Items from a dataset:
==*==

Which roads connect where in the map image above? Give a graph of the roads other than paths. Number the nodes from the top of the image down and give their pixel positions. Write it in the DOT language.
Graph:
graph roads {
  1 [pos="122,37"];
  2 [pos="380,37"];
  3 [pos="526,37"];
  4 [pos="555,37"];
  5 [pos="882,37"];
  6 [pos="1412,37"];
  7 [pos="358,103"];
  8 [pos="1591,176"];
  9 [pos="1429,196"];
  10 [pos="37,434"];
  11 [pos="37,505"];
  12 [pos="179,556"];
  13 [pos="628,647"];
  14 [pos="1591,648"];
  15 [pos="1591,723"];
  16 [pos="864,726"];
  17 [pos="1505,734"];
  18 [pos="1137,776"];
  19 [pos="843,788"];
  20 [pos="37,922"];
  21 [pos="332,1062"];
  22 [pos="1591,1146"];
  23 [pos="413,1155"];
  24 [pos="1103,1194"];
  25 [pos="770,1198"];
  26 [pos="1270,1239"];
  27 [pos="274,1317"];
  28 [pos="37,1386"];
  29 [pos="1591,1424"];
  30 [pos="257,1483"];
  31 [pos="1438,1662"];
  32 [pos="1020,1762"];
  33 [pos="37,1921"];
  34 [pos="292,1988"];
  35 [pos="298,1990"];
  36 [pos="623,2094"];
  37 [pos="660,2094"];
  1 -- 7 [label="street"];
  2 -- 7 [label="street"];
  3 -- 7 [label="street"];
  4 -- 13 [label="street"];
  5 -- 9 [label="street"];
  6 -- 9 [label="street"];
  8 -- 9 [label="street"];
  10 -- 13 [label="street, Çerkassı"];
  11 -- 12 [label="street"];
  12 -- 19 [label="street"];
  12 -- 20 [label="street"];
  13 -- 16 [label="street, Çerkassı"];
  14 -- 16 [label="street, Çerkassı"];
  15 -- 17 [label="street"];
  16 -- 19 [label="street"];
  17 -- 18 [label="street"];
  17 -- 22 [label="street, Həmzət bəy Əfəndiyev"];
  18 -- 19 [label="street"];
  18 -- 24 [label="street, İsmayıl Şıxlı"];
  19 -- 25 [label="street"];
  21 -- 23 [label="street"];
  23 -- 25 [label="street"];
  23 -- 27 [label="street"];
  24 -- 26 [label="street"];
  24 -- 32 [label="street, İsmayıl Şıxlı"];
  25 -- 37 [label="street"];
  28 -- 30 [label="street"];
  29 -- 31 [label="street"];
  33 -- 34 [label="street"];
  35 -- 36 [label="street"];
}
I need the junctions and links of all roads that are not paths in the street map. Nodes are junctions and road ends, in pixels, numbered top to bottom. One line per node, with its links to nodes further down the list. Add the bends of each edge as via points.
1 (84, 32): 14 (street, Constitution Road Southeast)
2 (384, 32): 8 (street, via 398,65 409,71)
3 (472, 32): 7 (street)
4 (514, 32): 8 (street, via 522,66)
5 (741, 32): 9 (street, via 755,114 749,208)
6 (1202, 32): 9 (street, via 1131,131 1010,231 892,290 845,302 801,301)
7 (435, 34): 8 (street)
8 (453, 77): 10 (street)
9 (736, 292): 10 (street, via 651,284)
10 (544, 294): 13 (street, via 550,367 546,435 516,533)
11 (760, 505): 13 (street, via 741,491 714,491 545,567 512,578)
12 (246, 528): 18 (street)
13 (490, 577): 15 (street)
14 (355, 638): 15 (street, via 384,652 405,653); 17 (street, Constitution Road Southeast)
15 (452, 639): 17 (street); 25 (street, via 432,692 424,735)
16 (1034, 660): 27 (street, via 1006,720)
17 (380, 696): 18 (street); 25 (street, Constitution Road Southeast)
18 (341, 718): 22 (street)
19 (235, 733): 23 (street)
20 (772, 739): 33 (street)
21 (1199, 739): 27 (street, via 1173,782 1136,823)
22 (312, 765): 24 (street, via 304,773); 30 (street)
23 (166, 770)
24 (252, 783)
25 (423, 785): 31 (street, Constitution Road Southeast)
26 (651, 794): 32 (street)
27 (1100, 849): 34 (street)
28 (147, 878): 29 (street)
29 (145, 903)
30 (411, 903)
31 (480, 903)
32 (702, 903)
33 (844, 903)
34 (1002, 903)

==*==

- [How to complete this task] With the records above in view, retype each one exactly.

- [Output of the exercise]
Which roads connect where in the map image above? Give a graph of the roads other than paths. Number the nodes from the top of the image down and give their pixel positions. Write it in the DOT language.
Graph:
graph roads {
  1 [pos="122,37"];
  2 [pos="380,37"];
  3 [pos="526,37"];
  4 [pos="555,37"];
  5 [pos="882,37"];
  6 [pos="1412,37"];
  7 [pos="358,103"];
  8 [pos="1591,176"];
  9 [pos="1429,196"];
  10 [pos="37,434"];
  11 [pos="37,505"];
  12 [pos="179,556"];
  13 [pos="628,647"];
  14 [pos="1591,648"];
  15 [pos="1591,723"];
  16 [pos="864,726"];
  17 [pos="1505,734"];
  18 [pos="1137,776"];
  19 [pos="843,788"];
  20 [pos="37,922"];
  21 [pos="332,1062"];
  22 [pos="1591,1146"];
  23 [pos="413,1155"];
  24 [pos="1103,1194"];
  25 [pos="770,1198"];
  26 [pos="1270,1239"];
  27 [pos="274,1317"];
  28 [pos="37,1386"];
  29 [pos="1591,1424"];
  30 [pos="257,1483"];
  31 [pos="1438,1662"];
  32 [pos="1020,1762"];
  33 [pos="37,1921"];
  34 [pos="292,1988"];
  35 [pos="298,1990"];
  36 [pos="623,2094"];
  37 [pos="660,2094"];
  1 -- 7 [label="street"];
  2 -- 7 [label="street"];
  3 -- 7 [label="street"];
  4 -- 13 [label="street"];
  5 -- 9 [label="street"];
  6 -- 9 [label="street"];
  8 -- 9 [label="street"];
  10 -- 13 [label="street, Çerkassı"];
  11 -- 12 [label="street"];
  12 -- 19 [label="street"];
  12 -- 20 [label="street"];
  13 -- 16 [label="street, Çerkassı"];
  14 -- 16 [label="street, Çerkassı"];
  15 -- 17 [label="street"];
  16 -- 19 [label="street"];
  17 -- 18 [label="street"];
  17 -- 22 [label="street, Həmzət bəy Əfəndiyev"];
  18 -- 19 [label="street"];
  18 -- 24 [label="street, İsmayıl Şıxlı"];
  19 -- 25 [label="street"];
  21 -- 23 [label="street"];
  23 -- 25 [label="street"];
  23 -- 27 [label="street"];
  24 -- 26 [label="street"];
  24 -- 32 [label="street, İsmayıl Şıxlı"];
  25 -- 37 [label="street"];
  28 -- 30 [label="street"];
  29 -- 31 [label="street"];
  33 -- 34 [label="street"];
  35 -- 36 [label="street"];
}
I need the junctions and links of all roads that are not paths in the street map. Nodes are junctions and road ends, in pixels, numbered top to bottom. One line per node, with its links to nodes further down the list. Add the bends of each edge as via points.
1 (84, 32): 14 (street, Constitution Road Southeast)
2 (384, 32): 8 (street, via 398,65 409,71)
3 (472, 32): 7 (street)
4 (514, 32): 8 (street, via 522,66)
5 (741, 32): 9 (street, via 755,114 749,208)
6 (1202, 32): 9 (street, via 1131,131 1010,231 892,290 845,302 801,301)
7 (435, 34): 8 (street)
8 (453, 77): 10 (street)
9 (736, 292): 10 (street, via 651,284)
10 (544, 294): 13 (street, via 550,367 546,435 516,533)
11 (760, 505): 13 (street, via 741,491 714,491 545,567 512,578)
12 (246, 528): 18 (street)
13 (490, 577): 15 (street)
14 (355, 638): 15 (street, via 384,652 405,653); 17 (street, Constitution Road Southeast)
15 (452, 639): 17 (street); 25 (street, via 432,692 424,735)
16 (1034, 660): 27 (street, via 1006,720)
17 (380, 696): 18 (street); 25 (street, Constitution Road Southeast)
18 (341, 718): 22 (street)
19 (235, 733): 23 (street)
20 (772, 739): 33 (street)
21 (1199, 739): 27 (street, via 1173,782 1136,823)
22 (312, 765): 24 (street, via 304,773); 30 (street)
23 (166, 770)
24 (252, 783)
25 (423, 785): 31 (street, Constitution Road Southeast)
26 (651, 794): 32 (street)
27 (1100, 849): 34 (street)
28 (147, 878): 29 (street)
29 (145, 903)
30 (411, 903)
31 (480, 903)
32 (702, 903)
33 (844, 903)
34 (1002, 903)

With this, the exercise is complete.